Michael G. Cunningham (1937-2022)
Symphony No. 5
Symphony No. 6
The Mountain Poem
Janáček Philharmonic, Ostrava/Jiří Petrdlík, Stanislav Vavřínek
rec. 2020-23, Ostrava, Czech republic
Navona NV6544 [48]
The American composer Michael G. Cunningham taught composition for over thirty years at the University of Wisconsin. His output is apparently extensive – the present disc is the eleventh in the Navona series – but this is the first I’ve heard him, or of him. The style is unmistakably twentieth-century, incorporating a modicum of dissonance. He imaginatively interweaves themes and motifs with one or two planes of vertical sound to create textures that are both clear and full-bodied. A less felicitous tic, perhaps, is the tendency of the music just to “stop,” without any real setup; the end of the Sixth Symphony, at least, is suitably emphatic.
The Fifth Symphony begins rather like an American postwar score, though with a softer-edged momentum: the music doesn’t drive forward, but unfolds. The textures, as noted, are varied: even the tuttis feel comparatively light. Here, unfortunately, the third movement, Scherzo, loses momentum as it proceeds. The final Rondel begins promisingly, but gets caught in a dog-chasing-its-own-tail loop, after which it just stops.
The movement titles in the Sixth Symphony – Opposure, Lull, Manic, and Decisive – suggest a program symphony, but there’s no overt program. (Is “opposure” even a word?) The first movement flips the Fifth’s aesthetic, casting rounder, sometimes tonally lush themes in a more angular, dissonant framework; clear, spacious textures help smooth the edges. And Manic isn’t that at all: broad thematic lines arch over tik-tik-tik string afterbeats and buoyant pizzicato arpeggios.

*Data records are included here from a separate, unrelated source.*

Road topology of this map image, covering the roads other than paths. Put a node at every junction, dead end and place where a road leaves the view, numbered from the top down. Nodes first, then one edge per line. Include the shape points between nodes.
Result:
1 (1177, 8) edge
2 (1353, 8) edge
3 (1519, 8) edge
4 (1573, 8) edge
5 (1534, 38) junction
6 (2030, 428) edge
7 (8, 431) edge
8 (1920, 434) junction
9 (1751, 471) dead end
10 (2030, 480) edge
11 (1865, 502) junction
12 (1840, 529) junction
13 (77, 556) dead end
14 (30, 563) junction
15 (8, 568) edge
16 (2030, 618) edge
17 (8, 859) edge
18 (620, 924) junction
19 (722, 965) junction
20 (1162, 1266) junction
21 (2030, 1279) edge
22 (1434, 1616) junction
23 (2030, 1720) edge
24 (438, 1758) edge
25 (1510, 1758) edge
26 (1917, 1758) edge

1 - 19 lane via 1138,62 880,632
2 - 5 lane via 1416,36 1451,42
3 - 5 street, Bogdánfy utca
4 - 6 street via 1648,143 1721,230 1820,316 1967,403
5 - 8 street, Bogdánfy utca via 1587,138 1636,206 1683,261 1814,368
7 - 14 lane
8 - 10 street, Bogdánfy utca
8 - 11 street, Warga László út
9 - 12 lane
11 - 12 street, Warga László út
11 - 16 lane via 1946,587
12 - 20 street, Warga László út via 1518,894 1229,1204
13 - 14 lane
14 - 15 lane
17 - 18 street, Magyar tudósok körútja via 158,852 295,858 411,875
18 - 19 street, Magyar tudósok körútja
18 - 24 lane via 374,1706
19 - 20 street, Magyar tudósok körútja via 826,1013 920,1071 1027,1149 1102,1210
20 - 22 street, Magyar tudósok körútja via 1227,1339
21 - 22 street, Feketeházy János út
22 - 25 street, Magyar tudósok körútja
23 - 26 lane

The opening of The Mountain Poem, with woodwind trills answered by sort-of-splashy brass chords, reminded me uncomfortably of 1960s television themes! Although neither the leaflet nor the track listing indicates this, the piece is for concert band – at any rate, I didn’t hear any strings in it, but I did hear some of the usual band tropes: midrange phrases assigned to horns and low clarinets rather than, say, cellos and violas. It lands gently,
The Ostrava Janáček Philharmonic – including its beefed-up wind complement for the Poem – mostly comes off well, although the trumpets occasionally sound a bit “off” tonally, perhaps reflecting instruments of mediocre quality. The engineering is clean enough to allow us to hear that, and a lot of good detail as well.